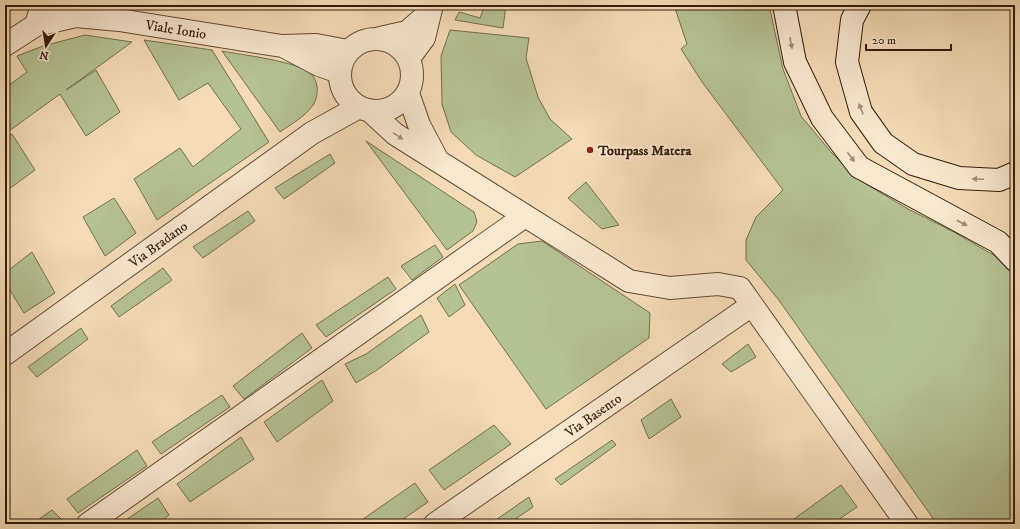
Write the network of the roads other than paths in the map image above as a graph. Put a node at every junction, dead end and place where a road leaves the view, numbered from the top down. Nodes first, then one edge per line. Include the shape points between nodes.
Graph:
1 (784, 5) edge
2 (860, 5) edge
3 (431, 9) edge
4 (39, 15) edge
5 (380, 38) junction
6 (5, 45) edge
7 (282, 46) junction
8 (348, 51) junction
9 (409, 58) junction
10 (339, 72) junction
11 (408, 93) junction
12 (358, 104) junction
13 (437, 159) junction
14 (1015, 173) edge
15 (525, 216) junction
16 (1015, 260) edge
17 (752, 305) junction
18 (5, 354) edge
19 (88, 524) edge
20 (435, 524) edge
21 (907, 524) edge

1 -> 16 street via 795,62 822,118 859,167 998,242
14 -> 2 street via 999,180 959,178 913,164 883,143 861,112 847,62 852,20
3 - 5 street via 407,32
3 - 9 street via 424,38
4 - 6 street, Viale Ionio
4 - 7 street, Viale Ionio via 119,20
5 - 8 street via 367,39
5 - 9 street via 402,48
7 - 8 street, Viale Ionio via 316,44
7 - 10 street, Viale Ionio
8 - 10 street
9 - 11 street via 412,82
10 - 12 street via 340,84
11 - 12 street via 401,102 380,111
11 - 13 street via 419,124
12 -> 13 street via 395,134
12 - 18 street, Via Bradano via 312,133
13 - 15 street
15 - 17 street via 630,281 670,288 718,284 740,288
15 - 19 street
17 - 20 street, Via Basento
17 - 21 street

Work item:
Restate the whole listing word for word. Omit the pictures.

Response for this exercise:
Write the network of the roads other than paths in the map image above as a graph. Put a node at every junction, dead end and place where a road leaves the view, numbered from the top down. Nodes first, then one edge per line. Include the shape points between nodes.
Graph:
1 (784, 5) edge
2 (860, 5) edge
3 (431, 9) edge
4 (39, 15) edge
5 (380, 38) junction
6 (5, 45) edge
7 (282, 46) junction
8 (348, 51) junction
9 (409, 58) junction
10 (339, 72) junction
11 (408, 93) junction
12 (358, 104) junction
13 (437, 159) junction
14 (1015, 173) edge
15 (525, 216) junction
16 (1015, 260) edge
17 (752, 305) junction
18 (5, 354) edge
19 (88, 524) edge
20 (435, 524) edge
21 (907, 524) edge

1 -> 16 street via 795,62 822,118 859,167 998,242
14 -> 2 street via 999,180 959,178 913,164 883,143 861,112 847,62 852,20
3 - 5 street via 407,32
3 - 9 street via 424,38
4 - 6 street, Viale Ionio
4 - 7 street, Viale Ionio via 119,20
5 - 8 street via 367,39
5 - 9 street via 402,48
7 - 8 street, Viale Ionio via 316,44
7 - 10 street, Viale Ionio
8 - 10 street
9 - 11 street via 412,82
10 - 12 street via 340,84
11 - 12 street via 401,102 380,111
11 - 13 street via 419,124
12 -> 13 street via 395,134
12 - 18 street, Via Bradano via 312,133
13 - 15 street
15 - 17 street via 630,281 670,288 718,284 740,288
15 - 19 street
17 - 20 street, Via Basento
17 - 21 street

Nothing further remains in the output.